Task brief:
Print verbatim every line starting at the one that contains "Please list the nodes and edges formed by all" and ending at the final line of the records; include both endpoints.

---

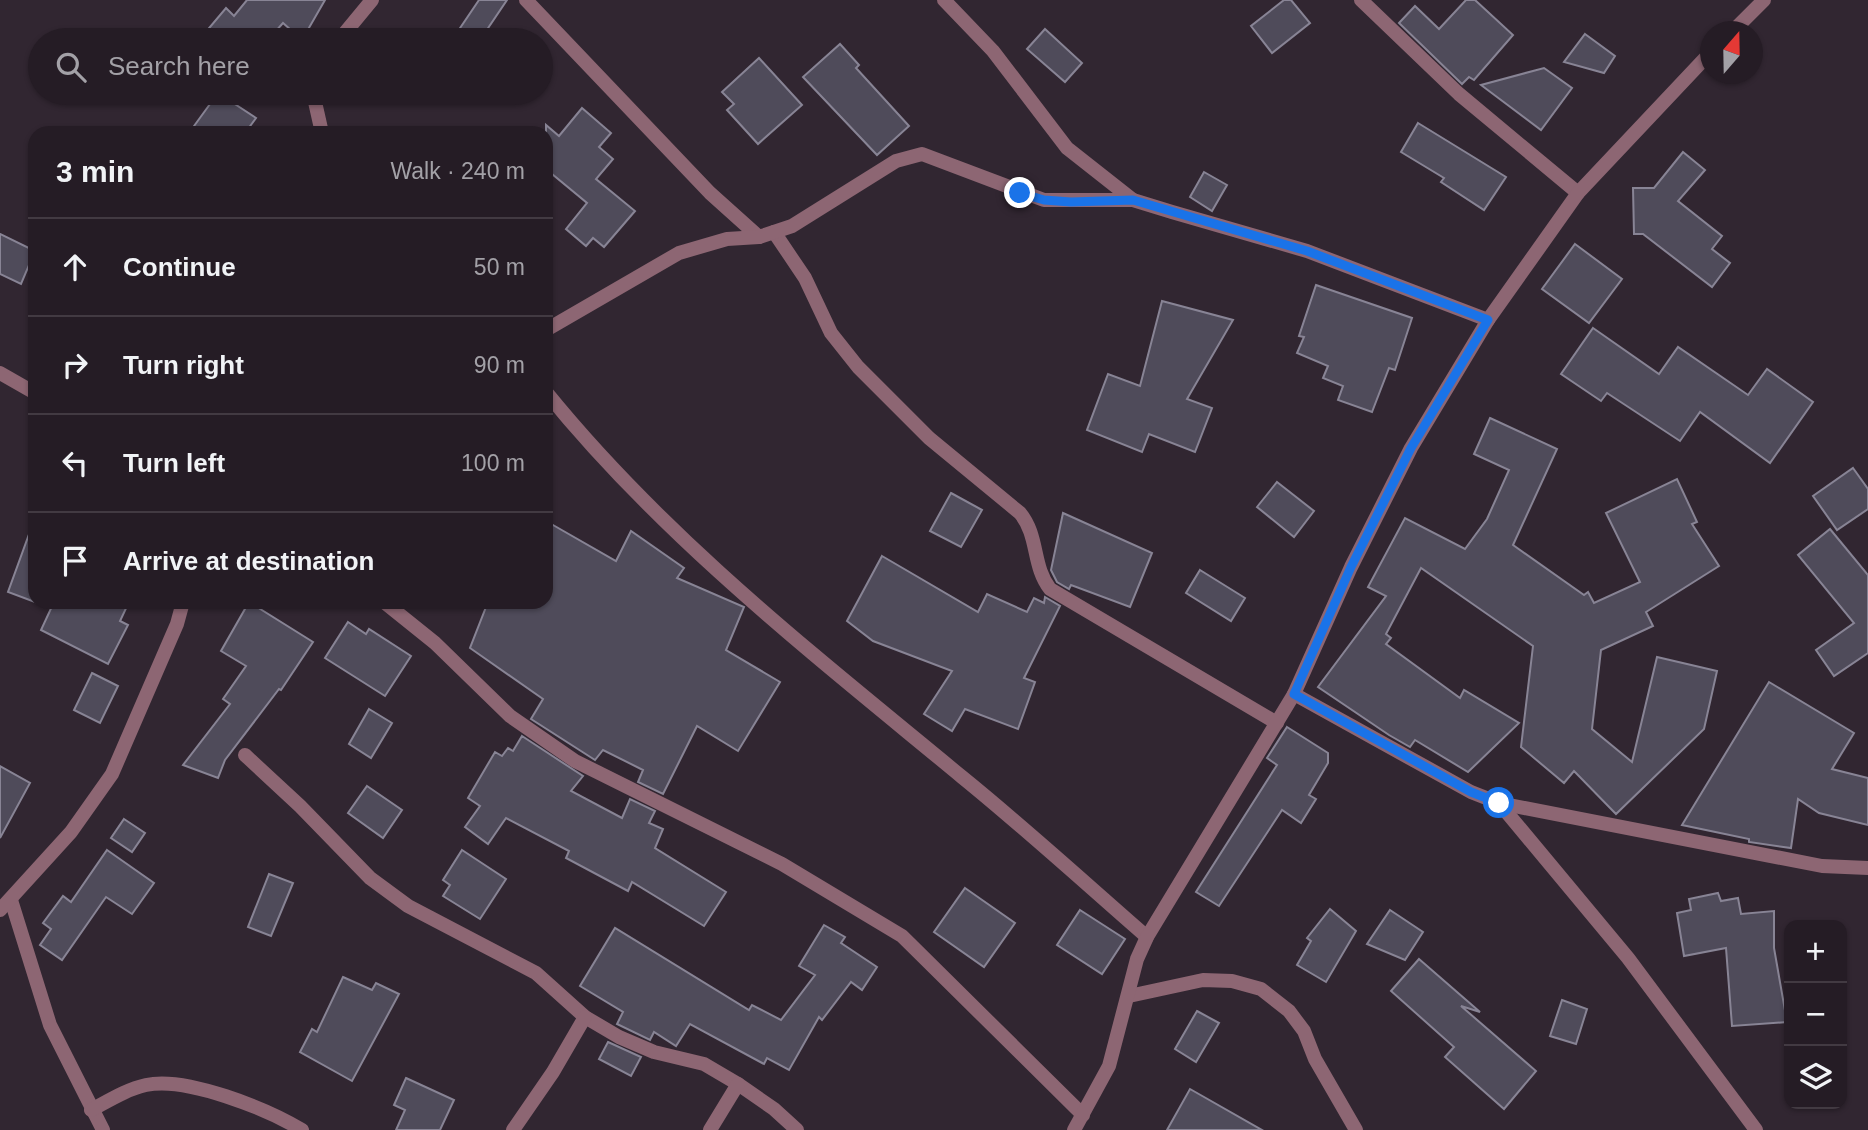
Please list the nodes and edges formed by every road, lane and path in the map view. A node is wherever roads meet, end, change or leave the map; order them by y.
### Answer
1 (372, 0) edge
2 (526, 0) edge
3 (944, 0) edge
4 (1361, 0) edge
5 (1764, 0) edge
6 (1743, 21) edge
7 (349, 28) edge
8 (553, 28) edge
9 (553, 28) edge
10 (1700, 63) edge
11 (316, 105) edge
12 (320, 126) edge
13 (1578, 193) junction
14 (1133, 200) junction
15 (774, 232) junction
16 (758, 237) junction
17 (1488, 320) junction
18 (553, 326) edge
19 (0, 373) edge
20 (28, 389) edge
21 (553, 400) edge
22 (181, 609) edge
23 (393, 609) edge
24 (1294, 694) junction
25 (1277, 723) junction
26 (245, 755) dead end
27 (1499, 803) junction
28 (1868, 868) edge
29 (6, 905) edge
30 (1147, 937) junction
31 (1129, 996) junction
32 (585, 1017) junction
33 (738, 1084) junction
34 (91, 1110) junction
35 (1083, 1115) junction
36 (103, 1130) edge
37 (302, 1130) edge
38 (513, 1130) edge
39 (710, 1130) edge
40 (797, 1130) edge
41 (1074, 1130) edge
42 (1356, 1130) edge
43 (1756, 1130) edge

1 - 7 street
2 - 9 street
3 - 14 street
4 - 13 street
5 - 6 street
8 - 16 street
10 - 13 street
11 - 12 street
13 - 17 street
14 - 15 street
14 - 17 street
15 - 16 street
15 - 25 street
16 - 18 street
17 - 24 street
19 - 20 street
21 - 30 street
22 - 29 street
23 - 35 street
24 - 25 street
24 - 27 street
25 - 30 street
26 - 32 street
27 - 28 street
27 - 43 street
29 - 34 street
30 - 31 street
31 - 35 street
31 - 42 street
32 - 33 street
32 - 38 street
33 - 39 street
33 - 40 street
34 - 36 street
34 - 37 street
35 - 41 street

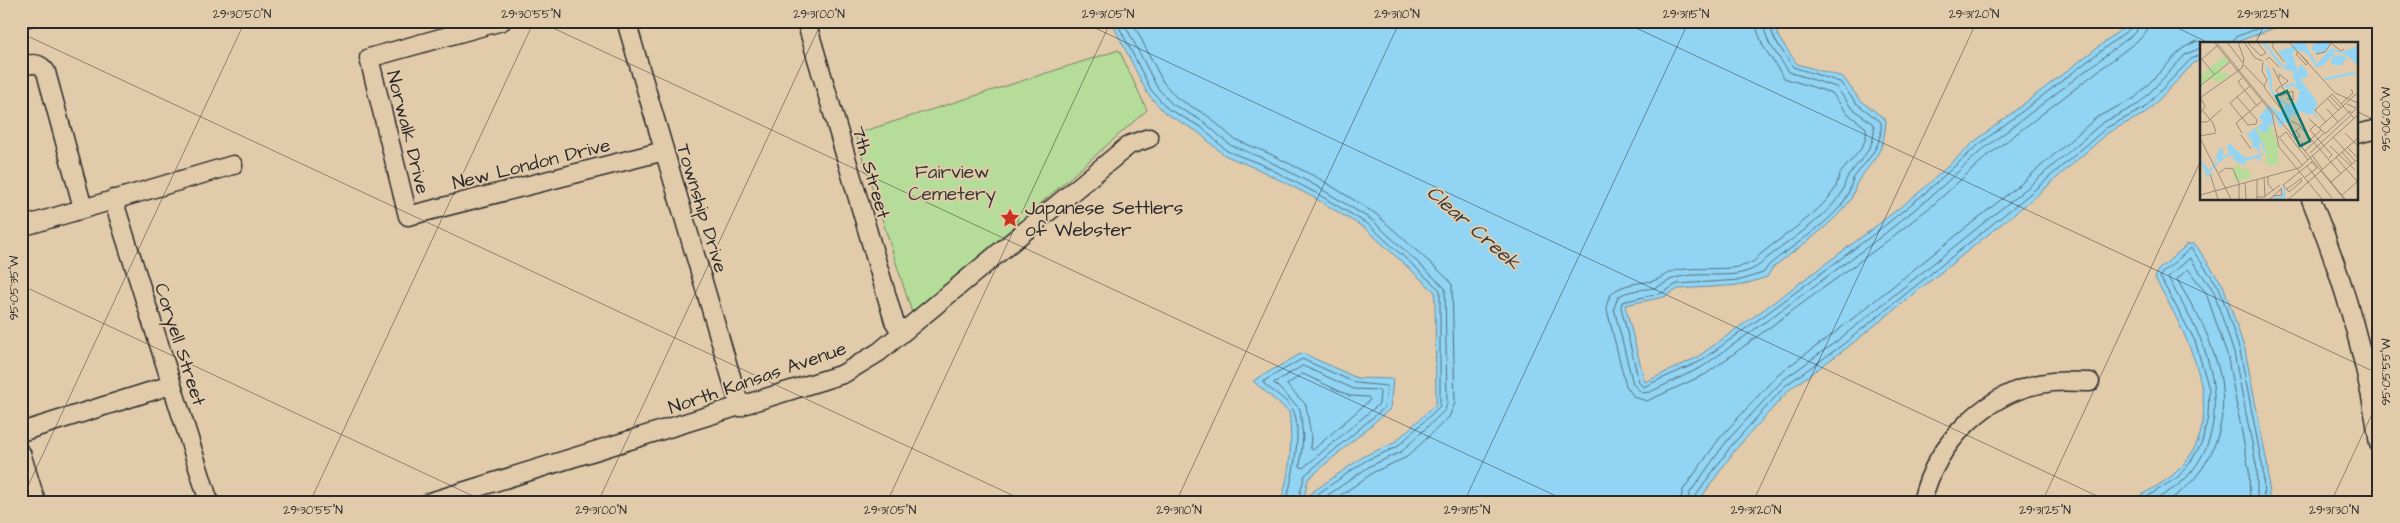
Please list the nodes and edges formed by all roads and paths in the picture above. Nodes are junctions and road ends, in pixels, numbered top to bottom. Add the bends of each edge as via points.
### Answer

---

Exercise response:
Please list the nodes and edges formed by all roads and paths in the picture above. Nodes are junctions and road ends, in pixels, numbered top to bottom. Add the bends of each edge as via points.
### Answer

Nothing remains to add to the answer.